2) try to optimize the granularity of reads for maximum MBps
throughput. Given the behavior of common disk drives, an optimum
sequential transfer size is about 4 MB. That should correspond to a
FS allocation unit size (whatever the precise name - cluster, block
group etc.) and RAID stripe size, if the block device is really a
striped RAID device. Next, the runtime OS behavior (read-ahead size)

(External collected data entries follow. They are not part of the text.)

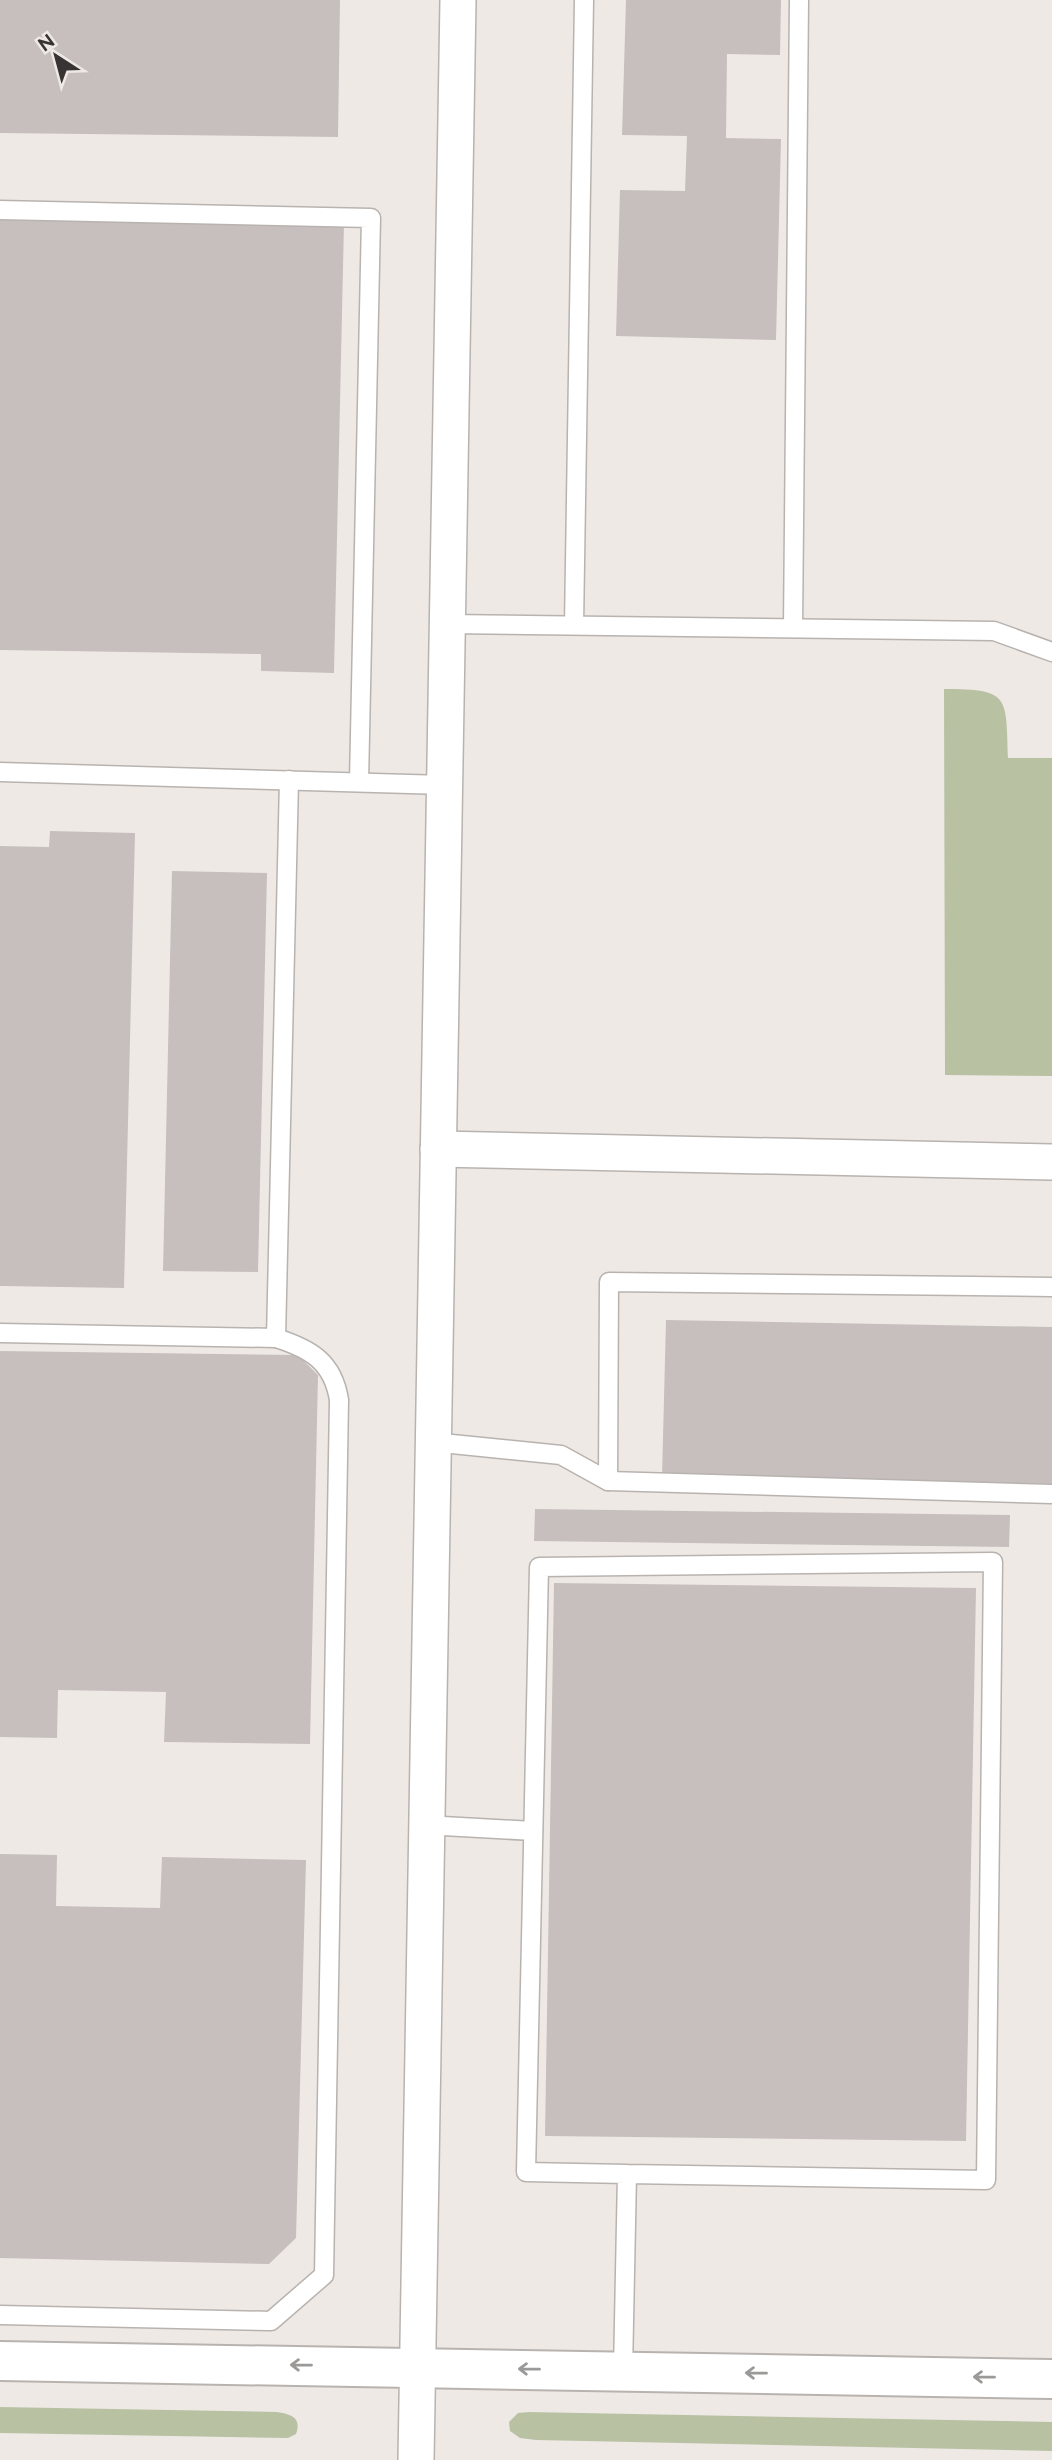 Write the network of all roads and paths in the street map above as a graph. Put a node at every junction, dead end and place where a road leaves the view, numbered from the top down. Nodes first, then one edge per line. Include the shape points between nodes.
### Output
1 (458, 0) edge
2 (584, 0) edge
3 (799, 0) edge
4 (0, 210) edge
5 (447, 624) junction
6 (574, 625) junction
7 (793, 628) junction
8 (1052, 652) edge
9 (0, 772) edge
10 (289, 780) junction
11 (359, 782) junction
12 (444, 785) junction
13 (438, 1149) junction
14 (1052, 1163) edge
15 (1052, 1287) edge
16 (0, 1333) edge
17 (276, 1338) junction
18 (432, 1442) junction
19 (608, 1481) junction
20 (1052, 1494) edge
21 (425, 1825) junction
22 (533, 1831) junction
23 (627, 2174) junction
24 (0, 2315) edge
25 (0, 2361) edge
26 (417, 2367) junction
27 (624, 2371) junction
28 (1052, 2379) edge
29 (416, 2460) edge

1 - 5 street
2 - 6 lane
3 - 7 lane
4 - 11 lane via 371,218
5 - 6 lane
5 - 12 street
6 - 7 lane
7 - 8 lane via 994,631
9 - 10 lane
10 - 11 lane
10 - 17 lane
11 - 12 lane
12 - 13 street
13 - 14 street
13 - 18 street
15 - 19 lane via 609,1282
16 - 17 lane
17 - 24 lane via 303,1346 321,1358 332,1373 340,1400 324,2275 271,2321
18 - 19 lane via 561,1455
18 - 21 street
19 - 20 lane
21 - 22 lane
21 - 26 street
22 - 23 lane via 526,2172
22 - 23 lane via 539,1567 993,1562 986,2180
23 - 27 lane
26 -> 25 street
27 -> 26 street
26 - 29 street
28 -> 27 street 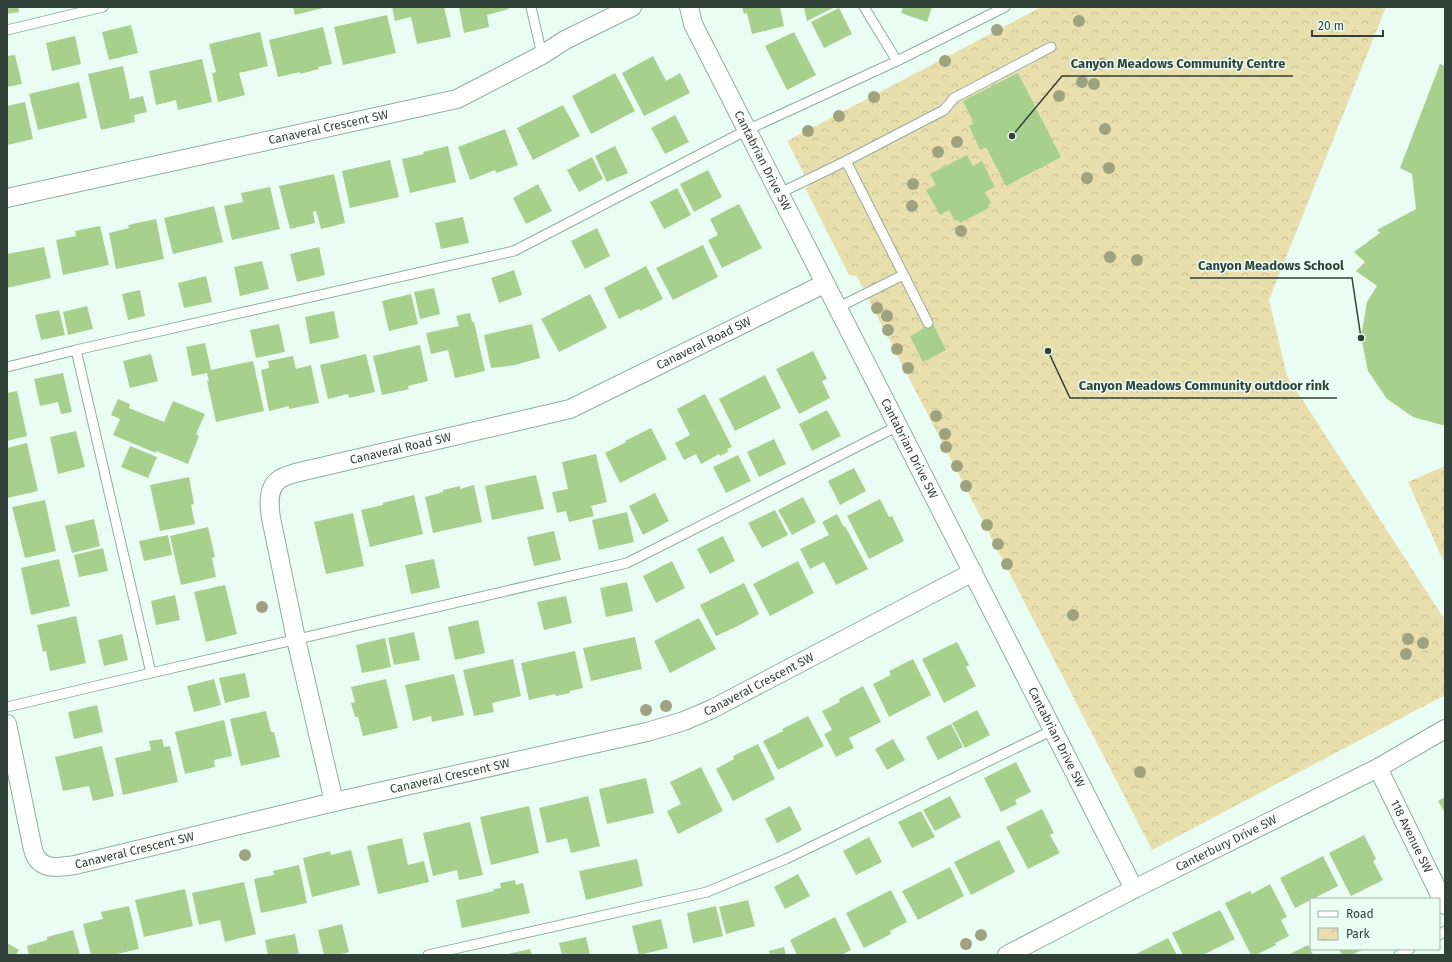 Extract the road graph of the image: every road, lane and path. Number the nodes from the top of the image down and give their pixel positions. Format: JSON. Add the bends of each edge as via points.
{"nodes":[{"id":1,"x":103,"y":7,"type":"edge"},
{"id":2,"x":531,"y":7,"type":"edge"},
{"id":3,"x":632,"y":7,"type":"edge"},
{"id":4,"x":689,"y":7,"type":"edge"},
{"id":5,"x":864,"y":7,"type":"edge"},
{"id":6,"x":1005,"y":7,"type":"edge"},
{"id":7,"x":7,"y":30,"type":"edge"},
{"id":8,"x":1051,"y":47,"type":"dead end"},
{"id":9,"x":542,"y":55,"type":"junction"},
{"id":10,"x":897,"y":61,"type":"junction"},
{"id":11,"x":747,"y":130,"type":"junction"},
{"id":12,"x":846,"y":161,"type":"junction"},
{"id":13,"x":780,"y":193,"type":"junction"},
{"id":14,"x":7,"y":198,"type":"edge"},
{"id":15,"x":903,"y":275,"type":"junction"},
{"id":16,"x":824,"y":284,"type":"junction"},
{"id":17,"x":837,"y":308,"type":"junction"},
{"id":18,"x":928,"y":323,"type":"dead end"},
{"id":19,"x":76,"y":350,"type":"junction"},
{"id":20,"x":7,"y":367,"type":"edge"},
{"id":21,"x":898,"y":426,"type":"junction"},
{"id":22,"x":972,"y":572,"type":"junction"},
{"id":23,"x":296,"y":639,"type":"junction"},
{"id":24,"x":150,"y":674,"type":"junction"},
{"id":25,"x":7,"y":707,"type":"edge"},
{"id":26,"x":7,"y":724,"type":"edge"},
{"id":27,"x":1445,"y":729,"type":"edge"},
{"id":28,"x":1053,"y":730,"type":"junction"},
{"id":29,"x":1378,"y":768,"type":"junction"},
{"id":30,"x":334,"y":802,"type":"junction"},
{"id":31,"x":1134,"y":889,"type":"junction"},
{"id":32,"x":1445,"y":905,"type":"edge"},
{"id":33,"x":1408,"y":950,"type":"edge"},
{"id":34,"x":428,"y":955,"type":"edge"},
{"id":35,"x":1007,"y":955,"type":"edge"},
{"id":36,"x":1399,"y":955,"type":"edge"}],
"edges":[{"from":1,"to":7,"type":"lane"},
{"from":2,"to":9,"type":"lane"},
{"from":3,"to":9,"type":"street","name":"Canaveral Crescent SW","via":[[565,40]]},
{"from":4,"to":11,"type":"street","name":"Cantabrian Drive SW","via":[[693,24]]},
{"from":5,"to":10,"type":"lane"},
{"from":6,"to":10,"type":"lane"},
{"from":8,"to":12,"type":"lane","via":[[954,98],[944,110]]},
{"from":9,"to":14,"type":"street","name":"Canaveral Crescent SW","via":[[456,99]]},
{"from":10,"to":11,"type":"lane"},
{"from":11,"to":13,"type":"street","name":"Cantabrian Drive SW"},
{"from":11,"to":19,"type":"lane","via":[[514,251]]},
{"from":12,"to":13,"type":"lane"},
{"from":12,"to":15,"type":"lane"},
{"from":13,"to":16,"type":"street","name":"Cantabrian Drive SW"},
{"from":15,"to":17,"type":"lane"},
{"from":15,"to":18,"type":"lane"},
{"from":16,"to":17,"type":"street","name":"Cantabrian Drive SW"},
{"from":16,"to":23,"type":"street","name":"Canaveral Road SW","via":[[570,409],[295,473],[279,479],[272,486],[269,504]]},
{"from":17,"to":21,"type":"street","name":"Cantabrian Drive SW"},
{"from":19,"to":20,"type":"lane"},
{"from":19,"to":24,"type":"lane"},
{"from":21,"to":22,"type":"street","name":"Cantabrian Drive SW"},
{"from":21,"to":23,"type":"lane","via":[[627,563]]},
{"from":22,"to":28,"type":"street","name":"Cantabrian Drive SW"},
{"from":22,"to":30,"type":"street","name":"Canaveral Crescent SW","via":[[712,709],[684,721],[647,732]]},
{"from":23,"to":24,"type":"lane"},
{"from":23,"to":30,"type":"street","name":"Canaveral Road SW"},
{"from":24,"to":25,"type":"lane"},
{"from":26,"to":30,"type":"street","name":"Canaveral Crescent SW","via":[[35,856],[42,864],[54,867],[83,863]]},
{"from":27,"to":29,"type":"street","name":"Canterbury Drive SW"},
{"from":28,"to":31,"type":"street","name":"Cantabrian Drive SW"},
{"from":28,"to":34,"type":"lane","via":[[786,859],[707,892]]},
{"from":29,"to":31,"type":"street","name":"Canterbury Drive SW"},
{"from":29,"to":32,"type":"street","name":"118 Avenue SW"},
{"from":31,"to":35,"type":"street","name":"Canterbury Drive SW"},
{"from":33,"to":36,"type":"lane"}]}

should be set to this value, at least very theoretically. And, for
optimum performance, chunk boundaries at the various layers/levels
should be aligned. This approach based on heavy read-ahead will
require lots of free RAM in the VM, but given the typical composition
of per-thread data flow vs. number of threads, I guess this is
essentially viable.
3) try to optimize writes for bigger transaction size. In Linux, it
takes some tweaking to the VM dirty ratio and (deadline) IO scheduler
timeouts, but ultimately it's perhaps the only bit that works
somewhat well. Unfortunately, given the relatively small proportion
of writes, this optimization has only a relatively small effect in
the whole volume of traffic. It may come useful if you use RAID
levels with calculated parity (typically RAID 5 or 6) which reduce
the IOps available from the spindles when writing, by the number of
spindles in a stripe set...
Problems:
The FS on-disk allocation granularity and RAID device stripe sizes
available are typically much smaller than 4 MB. Especially in HW RAID
controllers, the maximum stripe size is typically limited to maybe
128 kB, which means a waste of valuable IOps, if you use the RAID to
store large sequential files. A simple solution, at least for testing
purposes, is to use the Linux native software MD raid (level 0),
as this RAID implementation accepts big chunk sizes without a problem
(I've just tested 4 MB). And, stripe together several stand-alone
mirror volumes, presented by a hardware RAID. It can be seen as a
waste of the HW RAID's acceleration unit, but the resulting hybrid
RAID 10 works very well for a basic demonstration of the other
issues. There are no outright configuration bottlenecks in such a
setup, the bottom-level mirrors don't have a fixed stripe size and
RAID 10 doesn't suffer from the RAID5/6 "parity poison".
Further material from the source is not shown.